Recordo que Lester Pearson me convidou para discutir as teses de Gunnar
Myrdal, que costumava citar a frase do Evangelho: “A quem tem será dado, e a quem
não tem será tirado até o que tem”. Fiquei profundamente escandalizado. Desde
então, compreendi a credibilidade do Evangelho e a sabedoria de Myrdal, que, juntamente com Keynes, apresentou algumas idéias sobre obviedades econômicas. Mas
lembro quanto minha oposição à própria idéia de desenvolvimento me deixava extremamente isolado. Interessava-me pelo tema, porque aquela era a época da invasão
da América Latina pelos “voluntários”. Voluntários que levavam consigo o modelo,
o exemplo, de homem evoluído. Foi então que Myrdal, provavelmente depois de ter
compreendido que eu estava sendo exposto a uma violência extrema, exortou-me a
eludir – evitar seria o termo mais exato – o desenvolvimento. Ainda hoje as pessoas
usam de violência para testemunhar esse desejo.
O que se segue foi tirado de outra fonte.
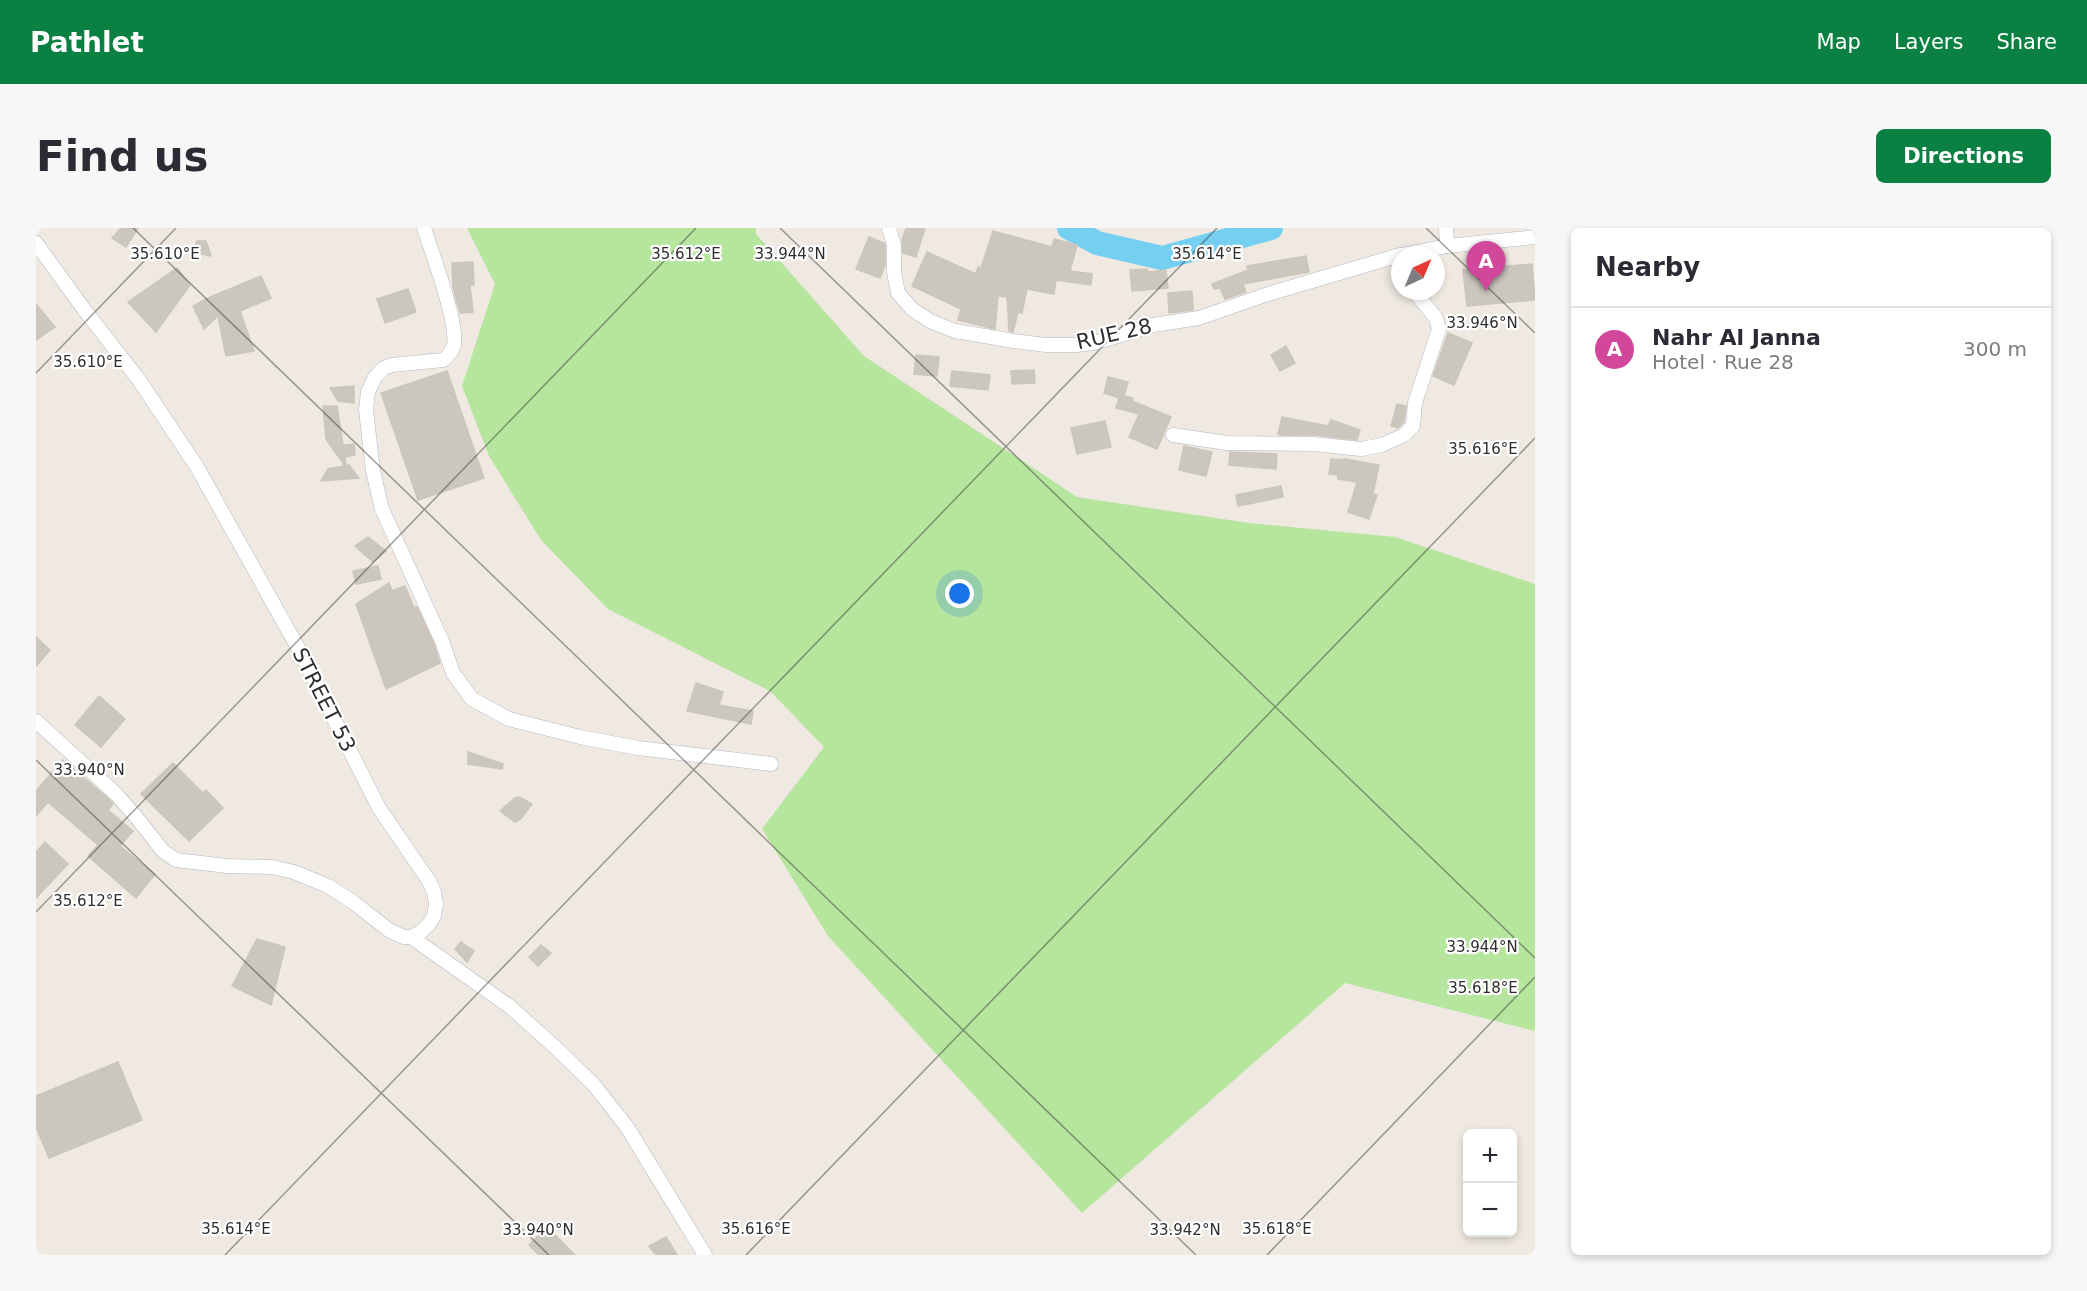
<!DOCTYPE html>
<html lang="en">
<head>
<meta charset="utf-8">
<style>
	:root { --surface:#fff; --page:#f7f7f7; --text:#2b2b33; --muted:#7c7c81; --line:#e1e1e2; --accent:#0b8043 }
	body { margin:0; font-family:"DejaVu Sans",sans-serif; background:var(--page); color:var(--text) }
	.controls { position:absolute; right:18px; bottom:18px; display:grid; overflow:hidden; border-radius:9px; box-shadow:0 3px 9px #0003 }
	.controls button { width:54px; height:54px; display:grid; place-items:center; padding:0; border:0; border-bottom:2px solid var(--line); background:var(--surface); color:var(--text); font:30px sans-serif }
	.compass { position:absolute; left:1355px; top:18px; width:54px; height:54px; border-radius:50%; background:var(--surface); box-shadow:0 3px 9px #0003; rotate:44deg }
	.you { position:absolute; left:924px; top:366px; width:21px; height:21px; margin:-15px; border:4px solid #fff; border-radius:50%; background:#1a73e8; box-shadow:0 0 0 9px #1a73e833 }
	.badge { display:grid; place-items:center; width:39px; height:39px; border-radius:50%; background:var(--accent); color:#fff; font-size:20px; font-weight:700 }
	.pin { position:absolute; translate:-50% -50px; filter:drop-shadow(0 2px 3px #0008) }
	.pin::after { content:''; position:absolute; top:32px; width:21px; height:18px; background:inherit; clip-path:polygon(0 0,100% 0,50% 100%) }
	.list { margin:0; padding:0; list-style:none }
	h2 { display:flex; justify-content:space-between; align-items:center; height:78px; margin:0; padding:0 24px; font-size:26px }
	h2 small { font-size:20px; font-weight:400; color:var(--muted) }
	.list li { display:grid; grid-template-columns:39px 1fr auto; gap:18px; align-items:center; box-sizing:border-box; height:84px; padding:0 24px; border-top:2px solid var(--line) }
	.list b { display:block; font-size:22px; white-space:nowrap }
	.list p { margin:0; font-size:20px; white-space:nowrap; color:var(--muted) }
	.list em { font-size:20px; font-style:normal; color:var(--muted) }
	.map { position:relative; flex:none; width:1499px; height:1027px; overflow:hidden; border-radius:9px }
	header { display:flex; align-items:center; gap:36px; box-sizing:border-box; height:84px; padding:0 30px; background:var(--accent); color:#fff }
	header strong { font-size:28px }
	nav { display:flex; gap:33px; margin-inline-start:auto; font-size:21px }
	.intro { display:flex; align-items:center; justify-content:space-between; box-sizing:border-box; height:144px; padding:0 36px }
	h1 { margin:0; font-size:42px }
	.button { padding:15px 27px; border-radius:9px; background:var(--accent); color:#fff; font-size:21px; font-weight:700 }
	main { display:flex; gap:36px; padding:0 36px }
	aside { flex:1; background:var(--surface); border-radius:9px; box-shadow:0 3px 9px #0003 }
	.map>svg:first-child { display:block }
	.green { fill:#b6e59e }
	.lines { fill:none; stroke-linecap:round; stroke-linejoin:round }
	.river { stroke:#75cff0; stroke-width:24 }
	.building { fill:#cbc7bf; stroke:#cbc5ba; stroke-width:1.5 }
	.minor-casing { stroke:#b4b7c1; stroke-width:15 }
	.minor { stroke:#fff; stroke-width:14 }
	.ticks { fill:none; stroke:#2e2e2e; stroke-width:1.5; stroke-opacity:0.45 }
	.labels { text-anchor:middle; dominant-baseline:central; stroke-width:4.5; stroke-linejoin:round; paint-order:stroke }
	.street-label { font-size:21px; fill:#2e2e2e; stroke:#fff }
	.ticks-label { font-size:15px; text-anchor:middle; fill:#2e2e2e; stroke:#fff; stroke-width:4.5; stroke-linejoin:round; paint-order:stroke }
</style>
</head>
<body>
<header>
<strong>Pathlet</strong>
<nav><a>Map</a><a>Layers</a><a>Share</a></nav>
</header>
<div class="intro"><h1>Find us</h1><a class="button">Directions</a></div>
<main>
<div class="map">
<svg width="1499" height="1027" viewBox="0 0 1499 1027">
	<rect width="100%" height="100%" fill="#efe9e1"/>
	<!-- green -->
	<polygon class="green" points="431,0 720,0 720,6 828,128 1041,269 1213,295 1359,309 1499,356 1499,803 1309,755 1046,985 792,708 726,601 788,519 734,463 572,381 505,312 453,228 426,158 459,56"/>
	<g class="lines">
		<!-- river -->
		<polyline class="river" points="1033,0 1061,15 1126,30 1235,0"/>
	</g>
	<!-- building -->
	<g class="building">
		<polygon points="85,0 102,0 90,19 76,10"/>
		<polygon points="870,0 889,0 880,29 867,25 866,12"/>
		<polygon points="957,3 1016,19 1018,11 1041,17 1034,43 1056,46 1055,57 1020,52 1018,66 991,61 986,85 982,84 977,104 973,103 971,69 962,68 959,101 922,92 925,81 876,58 891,24 940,46 942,39 945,40"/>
		<polygon points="833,9 848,15 849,18 849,37 844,50 820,41"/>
		<polygon points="161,13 170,13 175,28 156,24"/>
		<polygon points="1270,28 1273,44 1207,56 1210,64 1189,71 1184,60 1178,61 1176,56 1212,42 1211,38"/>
		<polygon points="437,34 438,57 434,57 437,84 424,85 417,59 416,35"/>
		<polygon points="1496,36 1499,72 1431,78 1427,42"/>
		<polygon points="141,40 154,57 120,104 92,74"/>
		<polygon points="1111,41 1112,44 1130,42 1132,60 1096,63 1094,42"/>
		<polygon points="225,48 235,70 204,83 218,123 190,128 182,88 168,101 157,78 172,70"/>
		<polygon points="372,61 380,84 349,95 341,71"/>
		<polygon points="1156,63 1157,82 1133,85 1132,65"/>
		<polygon points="0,76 19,99 0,112"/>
		<polygon points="1412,105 1436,115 1418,157 1397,148"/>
		<polygon points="1250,118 1259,135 1244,143 1235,127"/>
		<polygon points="880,127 903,129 901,148 878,146"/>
		<polygon points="998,142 999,155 976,156 975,143"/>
		<polygon points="411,143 448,250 382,272 345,165"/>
		<polygon points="916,143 954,147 952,162 914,158"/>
		<polygon points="1072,149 1092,154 1088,168 1097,170 1096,173 1135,189 1121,221 1093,209 1103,186 1080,180 1083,170 1068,165"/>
		<polygon points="318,158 318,175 302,173 294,160"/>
		<polygon points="1361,176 1370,178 1368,194 1362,200 1355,198"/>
		<polygon points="287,178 301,178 307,217 318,216 319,227 309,229 310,238 313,237 323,250 285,253 292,241 309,238 290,211"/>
		<polygon points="1246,189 1292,198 1295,192 1324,202 1321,212 1279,207 1244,207 1242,206"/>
		<polygon points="1069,193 1075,219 1041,226 1035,200"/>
		<polygon points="1148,218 1176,224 1170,248 1143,242"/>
		<polygon points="1194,224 1241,226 1240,241 1193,237"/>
		<polygon points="1295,231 1308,232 1308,231 1343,237 1337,266 1341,267 1333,291 1312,284 1321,254 1302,251 1302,247 1293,246"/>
		<polygon points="1245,258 1247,269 1202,278 1200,267"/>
		<polygon points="332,309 350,323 337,334 319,318"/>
		<polygon points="342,338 345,351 320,356 317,343"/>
		<polygon points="353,355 356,363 369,358 378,380 381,379 398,416 404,435 350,461 320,376"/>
		<polygon points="0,409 14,422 0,438"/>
		<polygon points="660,455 687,464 683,477 717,483 715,496 651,483"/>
		<polygon points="63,468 89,491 65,519 39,497"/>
		<polygon points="432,524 467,536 466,541 432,536"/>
		<polygon points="27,532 74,572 77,576 72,582 97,603 84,618 119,646 100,670 52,628 62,617 12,574 0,588 0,563"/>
		<polygon points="137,535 167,565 170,562 187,580 153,613 105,566"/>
		<polygon points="483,569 496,576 485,591 479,594 464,583 479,570"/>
		<polygon points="9,614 32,636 0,670 0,624"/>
		<polygon points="221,711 249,719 235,777 196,758"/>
		<polygon points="425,714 438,723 431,734 419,721"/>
		<polygon points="505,717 515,725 502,738 493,729"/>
		<polygon points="82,834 106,892 13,930 0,899 0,868"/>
		<polygon points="511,999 539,1027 503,1027 493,1017"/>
		<polygon points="630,1009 641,1027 620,1027 613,1018"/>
	</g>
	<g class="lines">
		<defs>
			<g id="minor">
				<path d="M388 0C396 25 422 94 418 117 416 123 413 128 407 132L356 137 348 140 339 149 332 164 330 182 337 243 346 281 406 413 417 445 436 471 473 491 544 509 602 520 735 536"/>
				<polyline points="853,0 858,17 858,44 862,65 876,81 894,93 919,103 978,113 1010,117 1041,117 1062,114 1117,97 1163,90 1232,66 1364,27"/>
				<polyline points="1410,0 1411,18"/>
				<polyline points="0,15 47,80 103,152 161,239 261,418 343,580 393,653 398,664 400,676 398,688 393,696 385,704 375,709 368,709 354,703 317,674 292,658 258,644 236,639 191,638 140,632 127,623 101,590 80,566 0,493"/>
				<polyline points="1365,27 1411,18 1499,9"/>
				<polyline points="1137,207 1191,215 1278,216 1325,221 1346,217 1368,207 1377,198 1379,175 1403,101 1400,90 1378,63"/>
				<polyline points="375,709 473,778 519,819 558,857 591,899 669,1027"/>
			</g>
		</defs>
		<!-- minor casing -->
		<use href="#minor" class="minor-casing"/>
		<!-- minor -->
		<use href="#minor" class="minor"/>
	</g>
	<!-- ticks -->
	<path class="ticks" d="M97 0 1160 1027M744 0 1499 730M1390 0 1499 105M0 145 140 0M0 532 513 1027M0 684 660 0M189 1027 1181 0M710 1027 1499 210M1231 1027 1499 749"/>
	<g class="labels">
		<!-- street labels -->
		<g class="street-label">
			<text transform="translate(1078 106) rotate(-13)">RUE 28</text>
			<text transform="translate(288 472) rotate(63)">STREET 53</text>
		</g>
	</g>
	<g class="ticks-label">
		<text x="754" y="31">33.944°N</text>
		<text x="129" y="31">35.610°E</text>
		<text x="650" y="31">35.612°E</text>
		<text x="1171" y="31">35.614°E</text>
		<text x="1446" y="100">33.946°N</text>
		<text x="52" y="139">35.610°E</text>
		<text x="1447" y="226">35.616°E</text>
		<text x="53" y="547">33.940°N</text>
		<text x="52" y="678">35.612°E</text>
		<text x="1446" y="724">33.944°N</text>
		<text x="1447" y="765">35.618°E</text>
		<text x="200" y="1006">35.614°E</text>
		<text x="720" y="1006">35.616°E</text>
		<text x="1241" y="1006">35.618°E</text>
		<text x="502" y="1007">33.940°N</text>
		<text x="1149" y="1007">33.942°N</text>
	</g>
</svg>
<div class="controls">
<button>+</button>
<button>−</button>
</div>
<svg class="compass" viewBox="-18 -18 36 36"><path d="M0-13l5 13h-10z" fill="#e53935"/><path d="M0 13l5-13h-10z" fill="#7c7c81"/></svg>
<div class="you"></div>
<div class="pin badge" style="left:1450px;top:63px;background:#d1479c">A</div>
</div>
<aside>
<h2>Nearby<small></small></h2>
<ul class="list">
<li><span class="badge" style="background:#d1479c">A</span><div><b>Nahr Al Janna</b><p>Hotel · Rue 28</p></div><em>300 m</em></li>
</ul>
</aside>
</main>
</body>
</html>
Procurei demonstrar a contraprodutividade do desenvolvimento, não
apenas a da “supermedicalização” ou dos transportes, que aumentam o tempo que
gastamos para nos deslocarmos, mas, sobretudo, a contraprodutividade cultural,
simbólica. Hoje, dezenas de livros falam dos pés como instrumentos de locomoção
subdesenvolvidos. Ficou difícil explicar que os pés são também instrumentos de enraizamento, órgãos sensitivos, como os olhos e os dedos.
1 Autor de inúmeros ensaios críticos sobre o desenvolvimento (1926-2002).